There’s been some linking to the updated HAMMER2 design document. The Reddit link doesn’t have anything specific, but the Hacker News one has some details (including a credit code!) for installing DragonFly on a Vultr VPS.
Noticed in the most recent time zone data update for DragonFly: some people keep Mars time.
The most recent (well, this is the mostest recent) update of ACPICA for DragonFly, by Sascha Wildner, is different from the usual import: it happens to include actual upstream support for DragonFly
This week’s BSDNow talks with Baptiste Daroussin about developing and using pkg, for ports and for packaging the base FreeBSD system. (Baptiste has been seen on #dragonflybsd, since pkg is on DragonFly, so I’m sure there’s some relevant bits there, too.) There’s also the usual news summary.
I haven’t been drawing enough attention to it, but there’s been a bunch of HAMMER filesystem activity lately: First, Tomohiro Kusumi has been working on HAMMER – these posts are a small subset of his commits. Second, Matthew Dillon has been working full steam ahead on HAMMER2. The HAMMER2 design document has been updated (read this!), and he’s already accomplished master->slave disk syncing.
It’s not ready for production, of course, which you may already realize, so don’t install it unless you want to work on the code.
If you’re part of a BSD user group, please let me know your schedule. I’m able to catch NYCBUG announcements cause I’m on their announce@ mailing list – but I could use more.
- DiscoverBSD for 2015/03/30.
- Lumina 0.8.3 is released.
- Building PC-BSD Utilities From Source. (video)
- BSD Magazine for March.
- Directly building FreeBSD AMI images.
- FreeBSD daily status reports, a little more human-readable.

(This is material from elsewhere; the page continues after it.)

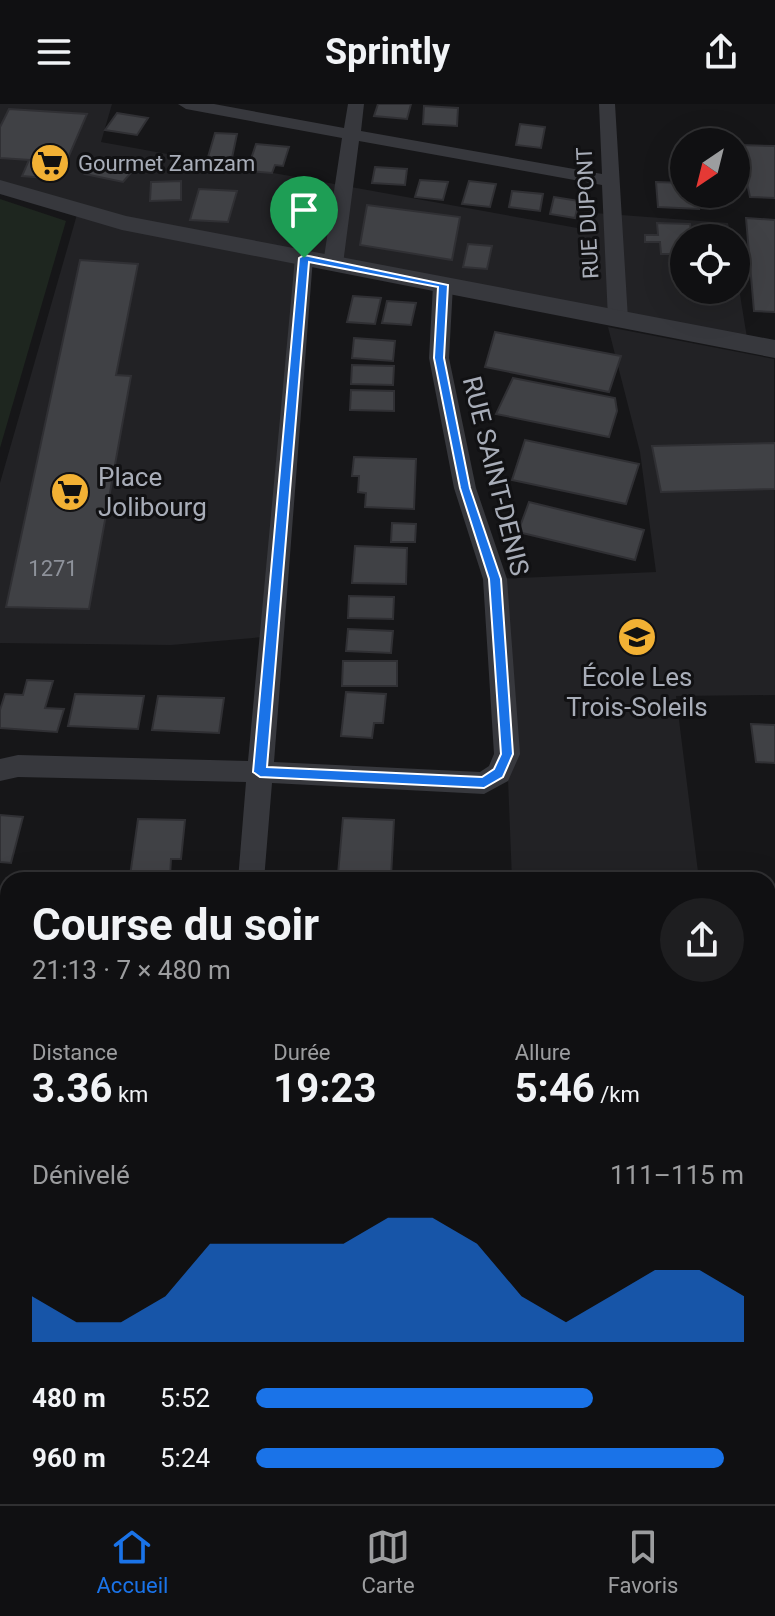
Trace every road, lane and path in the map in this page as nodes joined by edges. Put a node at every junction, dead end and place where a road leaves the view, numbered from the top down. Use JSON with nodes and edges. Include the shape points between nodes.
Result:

- 4 new commands in FreeBSD DDB.
- The FreeBSD boot loader can now take your GELI passphrase.
- A probably definitive answer on OpenBSD and clang.
- pf tables mean no reloading.
- BSD contributor Paul Schenkveld has died.
- If you are in the UK, there’s a mini OpenBSD ports hackathon happening now.
- NetBSD systems can now resize / on reboot, if space is available.
- LibreSSL in pkgsrc, soon.
- NYCBUG’s next meeting is April 8th, with Christos Zoulas presenting blacklistd.
Do you use info pages? Yeah, me neither. John Marino’s removed or converted the various info pages already in DragonFly, and removed texinfo since it’s no longer required. (I’ve linked to a few examples, but there were a number more commits than this.)
The default .cshrc in DragonFly has had some changes, which shouldn’t be anything but handy… assuming you are using tcsh. Also: the loader menu defaults to a blue Fred, now.